*WORK ITEM:* Say how many lines in the entries contain "view", giving only the number.

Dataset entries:
☆ ☆ ☆ ☆ ☆

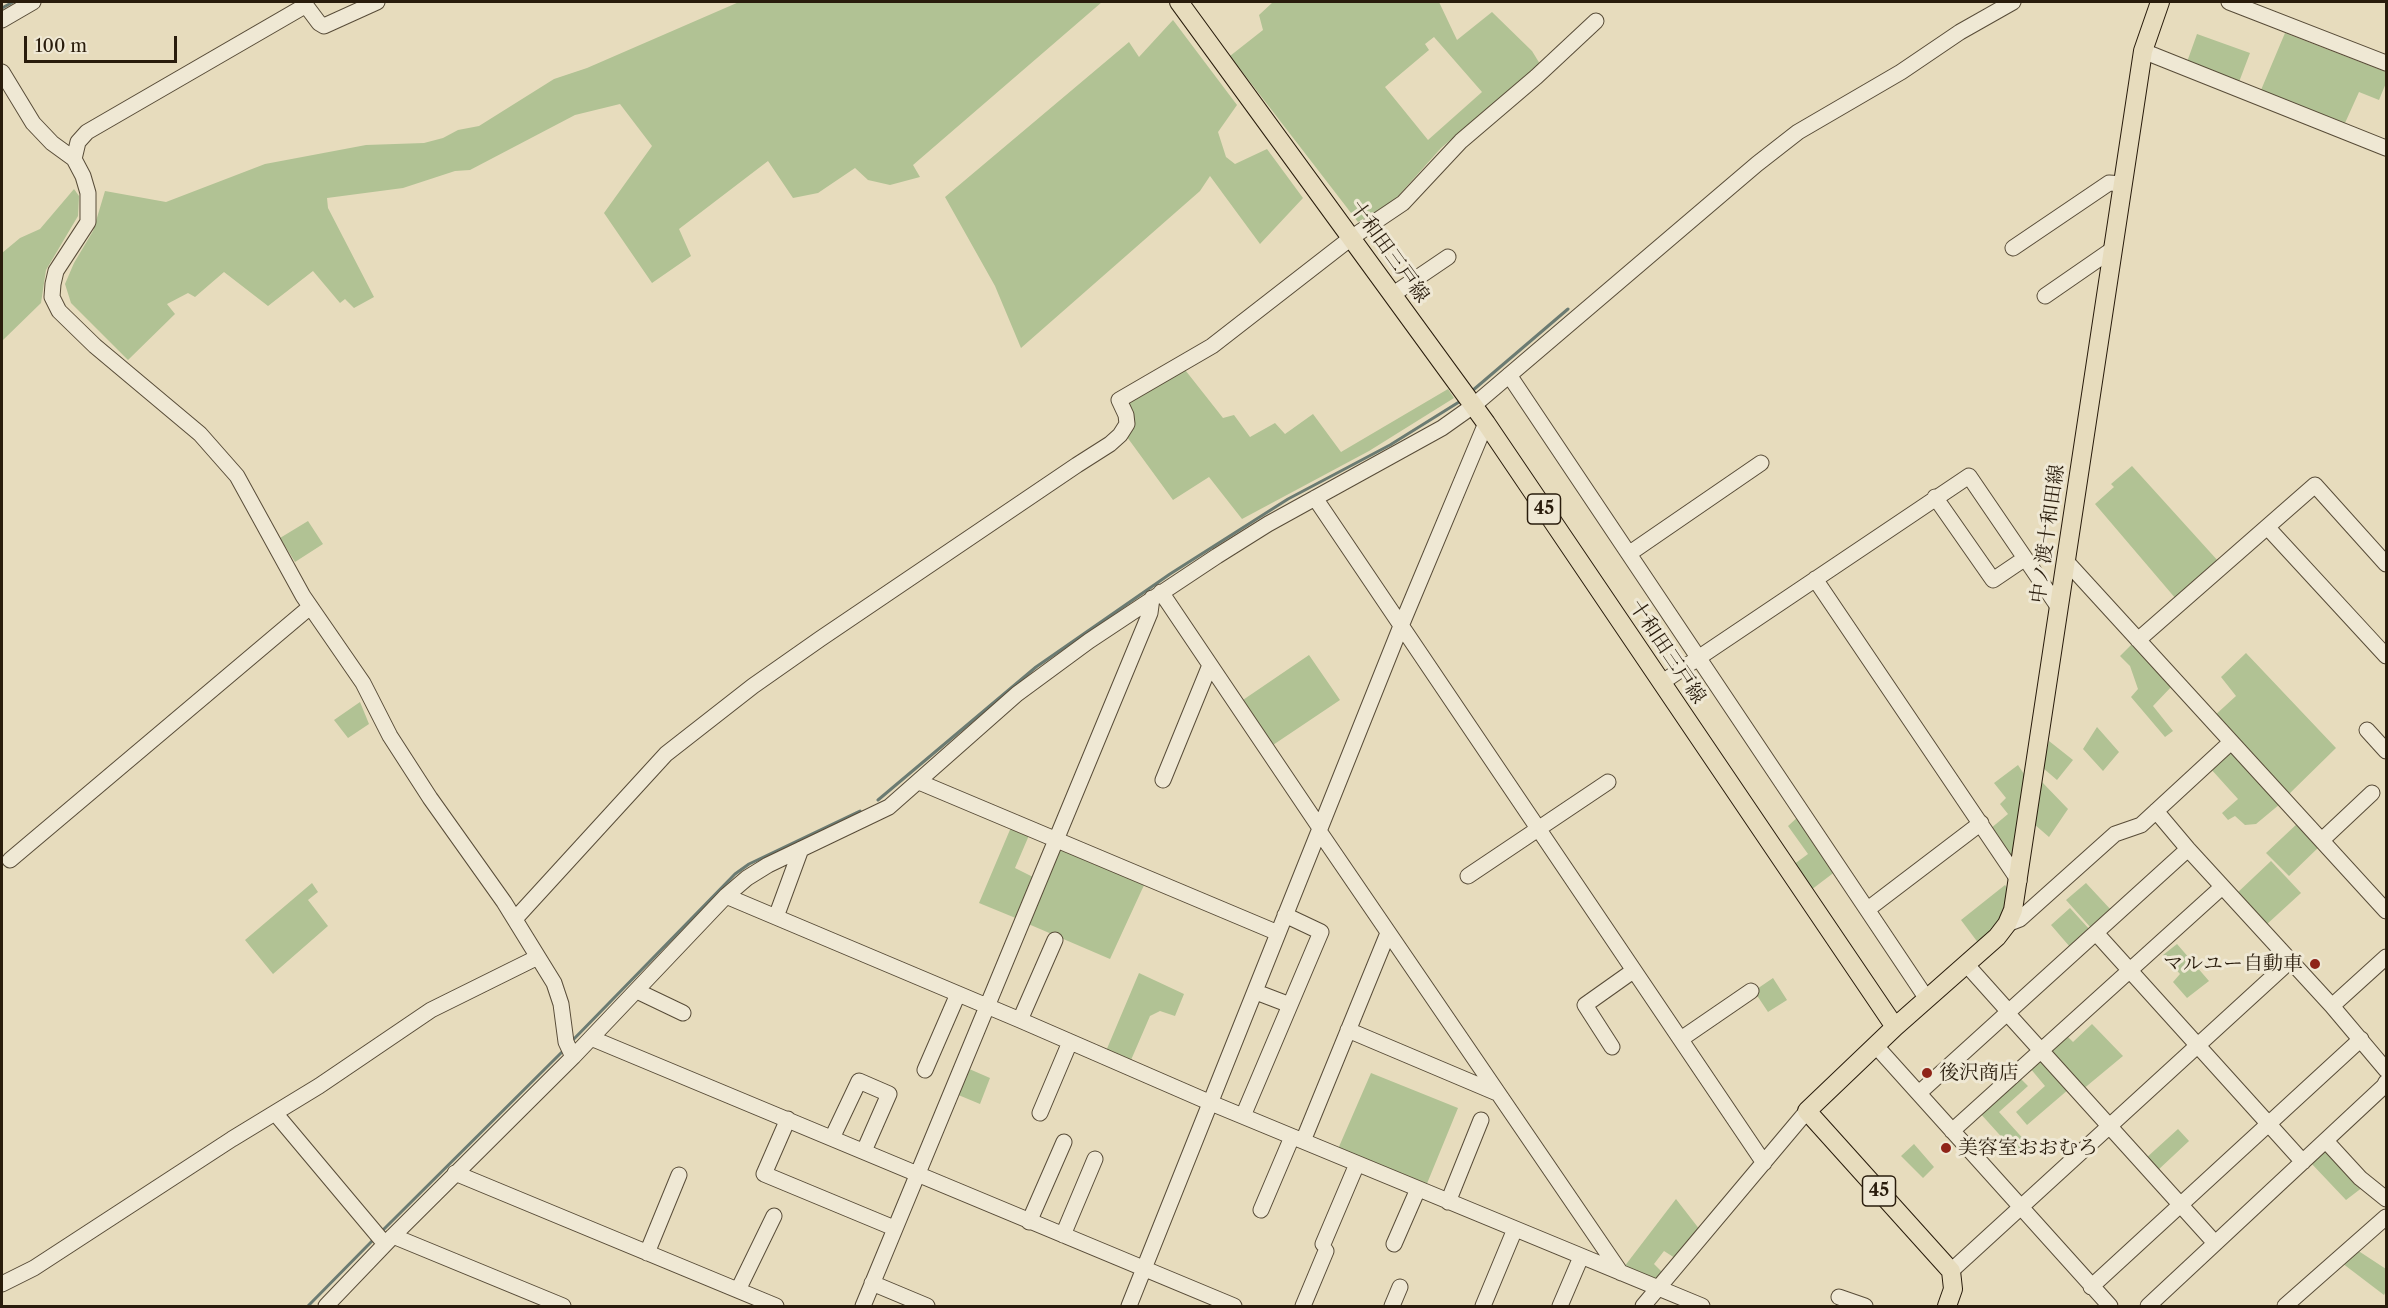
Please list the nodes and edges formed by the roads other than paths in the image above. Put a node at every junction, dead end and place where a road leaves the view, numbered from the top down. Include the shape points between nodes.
1 (33, 2) edge
2 (377, 2) edge
3 (1179, 2) edge
4 (2013, 2) edge
5 (2160, 2) edge
6 (2229, 2) edge
7 (2, 20) edge
8 (1596, 21) dead end
9 (2143, 51) junction
10 (2386, 63) edge
11 (2, 72) edge
12 (2386, 148) edge
13 (74, 159) junction
14 (2122, 184) junction
15 (1351, 238) junction
16 (2013, 248) dead end
17 (2113, 249) junction
18 (1448, 257) dead end
19 (1392, 295) junction
20 (2045, 296) dead end
21 (1509, 375) junction
22 (1473, 406) junction
23 (1486, 423) junction
24 (1761, 463) dead end
25 (1935, 497) junction
26 (1315, 498) junction
27 (2268, 528) junction
28 (1630, 553) junction
29 (2024, 558) junction
30 (2066, 561) junction
31 (2386, 564) edge
32 (1815, 579) junction
33 (1156, 595) junction
34 (310, 608) junction
35 (2059, 608) junction
36 (1401, 626) junction
37 (2138, 640) junction
38 (2386, 656) edge
39 (1699, 658) junction
40 (1210, 665) junction
41 (1661, 683) junction
42 (2367, 730) dead end
43 (2231, 742) junction
44 (2386, 751) edge
45 (1163, 780) dead end
46 (919, 782) junction
47 (1608, 782) dead end
48 (2372, 793) dead end
49 (2156, 811) junction
50 (1981, 823) junction
51 (1540, 829) junction
52 (1319, 830) junction
53 (1055, 840) junction
54 (2322, 840) junction
55 (801, 849) junction
56 (2188, 849) junction
57 (10, 860) dead end
58 (1468, 876) dead end
59 (2019, 881) junction
60 (2222, 887) junction
61 (726, 896) junction
62 (1868, 909) junction
63 (2386, 911) edge
64 (1285, 915) junction
65 (776, 917) junction
66 (515, 919) junction
67 (2007, 924) junction
68 (1278, 933) junction
69 (1388, 933) junction
70 (2096, 933) junction
71 (1055, 940) dead end
72 (538, 957) junction
73 (2386, 957) edge
74 (2290, 962) junction
75 (1966, 964) junction
76 (1633, 971) junction
77 (2131, 971) junction
78 (1751, 991) dead end
79 (637, 992) junction
80 (1256, 992) junction
81 (958, 994) junction
82 (1927, 999) junction
83 (1290, 1005) junction
84 (987, 1006) junction
85 (2332, 1006) junction
86 (683, 1013) dead end
87 (2009, 1013) junction
88 (1020, 1020) junction
89 (1895, 1027) junction
90 (1348, 1030) junction
91 (591, 1038) junction
92 (1681, 1039) junction
93 (2361, 1039) junction
94 (1070, 1042) junction
95 (1876, 1046) junction
96 (1612, 1047) dead end
97 (2198, 1047) junction
98 (569, 1050) junction
99 (2041, 1051) junction
100 (925, 1070) dead end
101 (2386, 1070) edge
102 (2386, 1082) edge
103 (1497, 1093) junction
104 (1918, 1094) junction
105 (1210, 1103) junction
106 (1807, 1111) junction
107 (275, 1113) junction
108 (1040, 1113) dead end
109 (1243, 1116) junction
110 (788, 1119) junction
111 (1482, 1120) dead end
112 (2269, 1125) junction
113 (2110, 1127) junction
114 (1952, 1131) junction
115 (832, 1138) junction
116 (1297, 1139) junction
117 (2326, 1140) junction
118 (1064, 1142) dead end
119 (864, 1151) junction
120 (1095, 1159) dead end
121 (2303, 1162) junction
122 (1764, 1163) junction
123 (1357, 1164) junction
124 (455, 1173) junction
125 (917, 1173) junction
126 (679, 1175) dead end
127 (1418, 1189) junction
128 (2386, 1199) edge
129 (1448, 1202) junction
130 (2181, 1206) junction
131 (2021, 1208) junction
132 (1261, 1210) dead end
133 (774, 1216) dead end
134 (2386, 1217) edge
135 (1029, 1222) junction
136 (894, 1228) junction
137 (1515, 1229) junction
138 (1063, 1235) junction
139 (383, 1237) junction
140 (2215, 1243) junction
141 (1394, 1245) dead end
142 (647, 1253) junction
143 (1581, 1257) junction
144 (1144, 1270) junction
145 (1952, 1271) junction
146 (1621, 1273) junction
147 (872, 1283) junction
148 (2, 1284) edge
149 (1400, 1287) dead end
150 (2091, 1287) junction
151 (1658, 1288) junction
152 (738, 1290) junction
153 (1839, 1297) dead end
154 (326, 1306) edge
155 (563, 1306) edge
156 (776, 1306) edge
157 (862, 1306) edge
158 (927, 1306) edge
159 (1129, 1306) edge
160 (1234, 1306) edge
161 (1303, 1306) edge
162 (1392, 1306) edge
163 (1483, 1306) edge
164 (1560, 1306) edge
165 (1643, 1306) edge
166 (1702, 1306) edge
167 (1865, 1306) edge
168 (1947, 1306) edge
169 (2110, 1306) edge
170 (2148, 1306) edge
171 (2284, 1306) edge

1 - 7 street
2 - 13 street via 324,26 303,7 87,132 78,142
3 - 15 main road, 十和田三戸線 / 45
4 - 21 street via 1798,132
5 - 9 main road, 中ノ渡十和田線
6 - 10 street
8 - 15 street via 1461,141 1403,203
9 - 12 street
9 - 14 main road, 中ノ渡十和田線
11 - 13 street via 33,123
13 - 34 street via 88,193 88,222 56,272 52,297 59,311 200,434 225,461
14 - 16 street via 2109,183
14 - 17 main road, 中ノ渡十和田線
15 - 19 main road, 十和田三戸線 / 45
15 - 66 street via 1212,346 1119,400 1127,424 1110,444 820,639 666,754
17 - 20 street
17 - 30 main road, 中ノ渡十和田線
18 - 19 street
19 - 22 main road, 十和田三戸線 / 45
21 - 22 street
21 - 28 street
22 - 23 main road, 十和田三戸線 / 45
22 - 26 street via 1399,453
23 - 36 street
23 - 41 main road, 十和田三戸線 / 45
24 - 28 street
25 - 29 street via 1969,476
25 - 29 street via 1993,580
25 - 32 street
26 - 33 street
26 - 36 street
27 - 31 street via 2315,485
27 - 37 street
27 - 38 street
28 - 39 street
29 - 35 street
30 - 35 main road, 中ノ渡十和田線
30 - 37 street
32 - 39 street
32 - 50 street
33 - 40 street
33 - 46 street via 1017,694
33 - 53 street
34 - 57 street
34 - 66 street via 363,683 390,736 424,789
35 - 59 main road, 中ノ渡十和田線
36 - 51 street
36 - 52 street
37 - 43 street
39 - 41 street
39 - 62 street
40 - 45 street
40 - 52 street
41 - 89 main road, 十和田三戸線 / 45
42 - 44 street
43 - 49 street
43 - 54 street
46 - 53 street
46 - 55 street via 889,807
47 - 51 street
48 - 54 street
49 - 56 street
49 - 67 street via 2141,825 2115,834 2020,919
50 - 59 street
50 - 62 street
51 - 58 street
51 - 76 street
52 - 64 street
52 - 69 street
53 - 68 street
53 - 84 street
54 - 63 street
55 - 61 street via 756,872
55 - 65 street
56 - 60 street
56 - 70 street
59 - 67 main road, 中ノ渡十和田線
60 - 74 street
60 - 77 street
61 - 65 street
61 - 79 street
62 - 82 street
64 - 68 street
64 - 83 street via 1321,932
65 - 81 street
66 - 72 street
67 - 75 main road, 中ノ渡十和田線
68 - 80 street
69 - 90 street
69 - 103 street
70 - 77 street
70 - 87 street
71 - 88 street
72 - 98 street via 554,983
72 - 107 street via 431,1010
73 - 85 street
74 - 85 street
74 - 97 street
75 - 82 main road, 中ノ渡十和田線
75 - 87 street
76 - 92 street
76 - 96 street via 1584,1005
77 - 97 street
77 - 99 street
78 - 92 street
79 - 86 street
79 - 91 street
80 - 83 street
80 - 105 street
81 - 84 street
81 - 100 street
82 - 89 main road, 中ノ渡十和田線
83 - 109 street
84 - 88 street
84 - 125 street
85 - 93 street
87 - 99 street
87 - 104 street
88 - 94 street
89 - 95 main road
90 - 103 street
90 - 116 street
91 - 98 street
91 - 110 street
92 - 122 street
93 - 101 street
93 - 112 street
94 - 105 street
94 - 108 street
95 - 104 street
95 - 106 main road
97 - 112 street
97 - 113 street
98 - 124 street
99 - 113 street
99 - 114 street
102 - 117 street
103 - 146 street
104 - 114 street
105 - 109 street
105 - 144 street
106 - 122 street
106 - 145 main road, 45
107 - 139 street
107 - 148 street via 34,1268
109 - 116 street
110 - 115 street
110 - 136 street via 764,1174
111 - 129 street
112 - 121 street
112 - 130 street
113 - 130 street
113 - 131 street
114 - 131 street
115 - 119 street
115 - 119 street via 859,1081 889,1094
116 - 123 street
116 - 132 street
117 - 121 street
117 - 128 street via 2360,1178
118 - 135 street
119 - 125 street
120 - 138 street
121 - 140 street
122 - 151 street
123 - 127 street
123 - 161 street
124 - 139 street
124 - 142 street
125 - 135 street
125 - 136 street
126 - 142 street
127 - 129 street
127 - 141 street
129 - 137 street
130 - 140 street
130 - 150 street
131 - 145 street
131 - 150 street
133 - 152 street
134 - 171 street
135 - 138 street
136 - 147 street
137 - 143 street
137 - 163 street
138 - 144 street
139 - 154 street
139 - 155 street
140 - 170 street
142 - 152 street
143 - 146 street
143 - 164 street
144 - 159 street
144 - 160 street
145 - 168 main road via 1953,1289
146 - 151 street
147 - 157 street
147 - 158 street
149 - 162 street
150 - 169 street
151 - 165 street
151 - 166 street
152 - 156 street
153 - 167 street

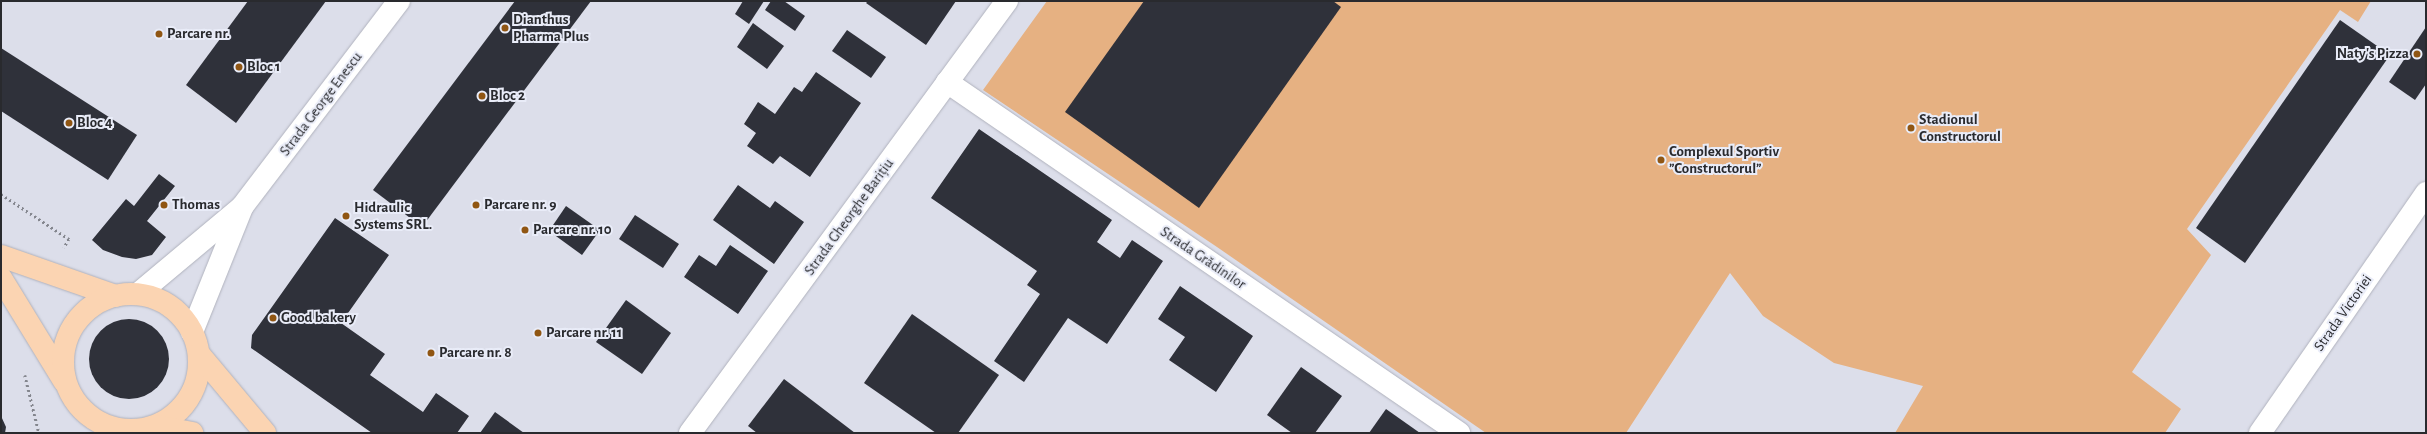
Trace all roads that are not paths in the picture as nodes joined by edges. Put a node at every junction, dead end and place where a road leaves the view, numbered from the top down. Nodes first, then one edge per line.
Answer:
1 (399, 1) edge
2 (1007, 1) edge
3 (947, 82) junction
4 (2426, 193) edge
5 (242, 207) junction
6 (1, 256) edge
7 (1, 278) edge
8 (138, 294) junction
9 (115, 296) junction
10 (192, 332) junction
11 (199, 354) junction
12 (66, 385) junction
13 (91, 426) edge
14 (148, 429) edge
15 (192, 433) edge
16 (265, 433) edge
17 (690, 433) edge
18 (1459, 433) edge
19 (2260, 433) edge

1 - 5 street, Strada George Enescu
2 - 3 street, Strada Gheorghe Barițiu
3 - 17 street, Strada Gheorghe Barițiu
3 - 18 street, Strada Grădinilor
4 - 19 street, Strada Victoriei
5 - 8 street, Strada George Enescu
5 - 10 street, Strada George Enescu
6 - 9 main road
7 - 12 main road
8 - 9 main road
8 - 10 main road
9 - 12 main road
10 - 11 main road
11 - 14 main road
11 - 16 main road
12 - 13 main road
13 - 14 main road
14 - 15 main road

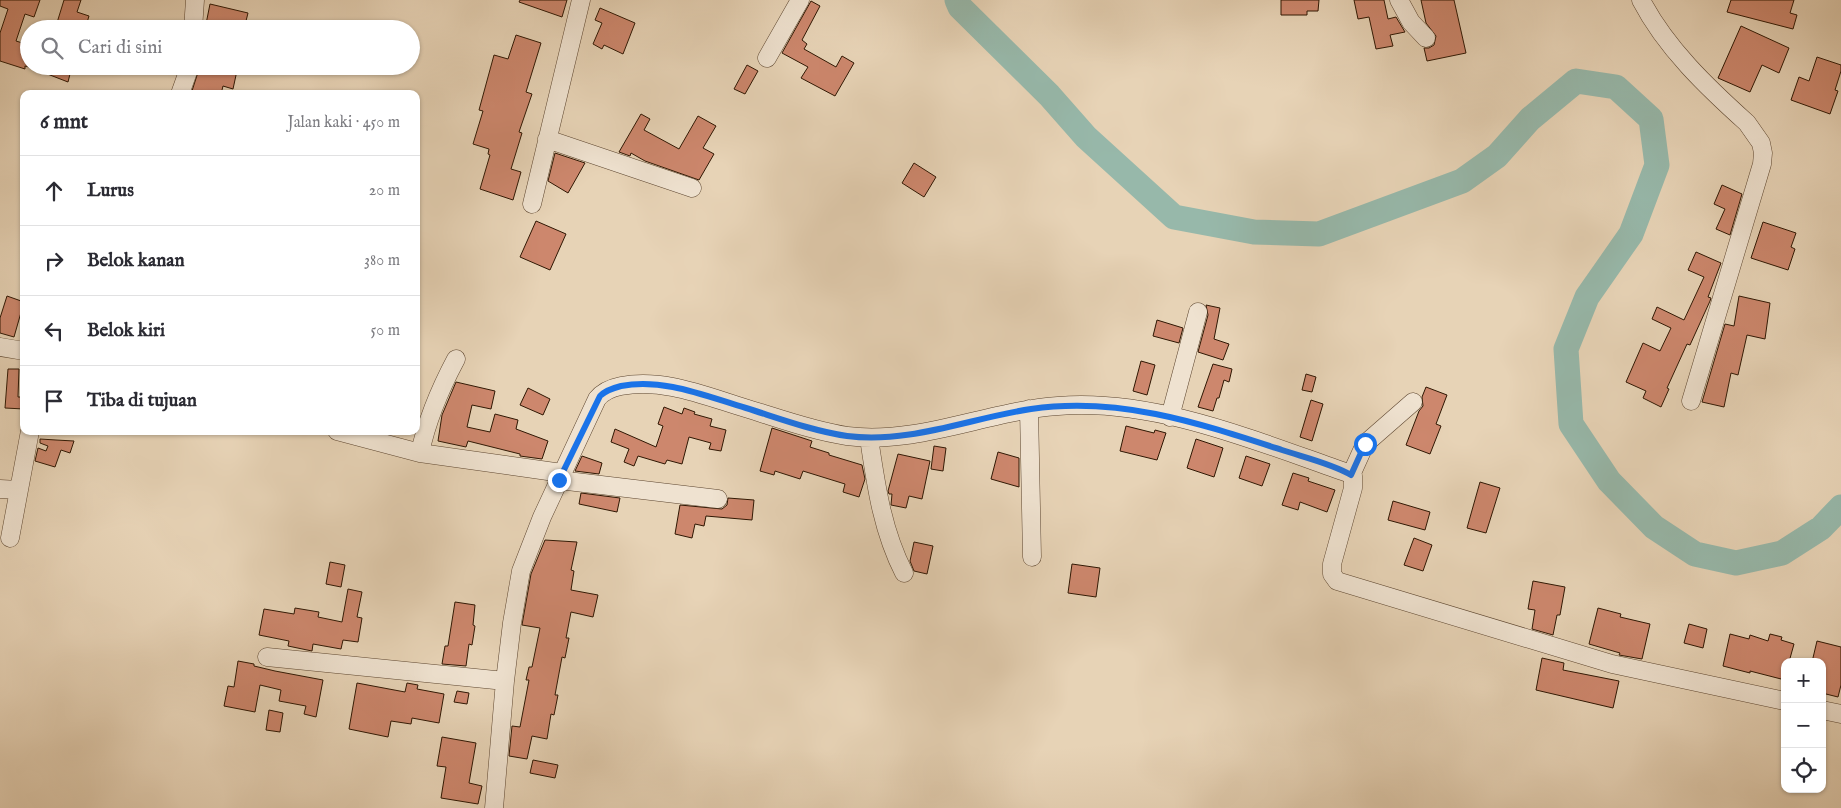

☆ ☆ ☆ ☆ ☆

*COMPLETED TASK:* 2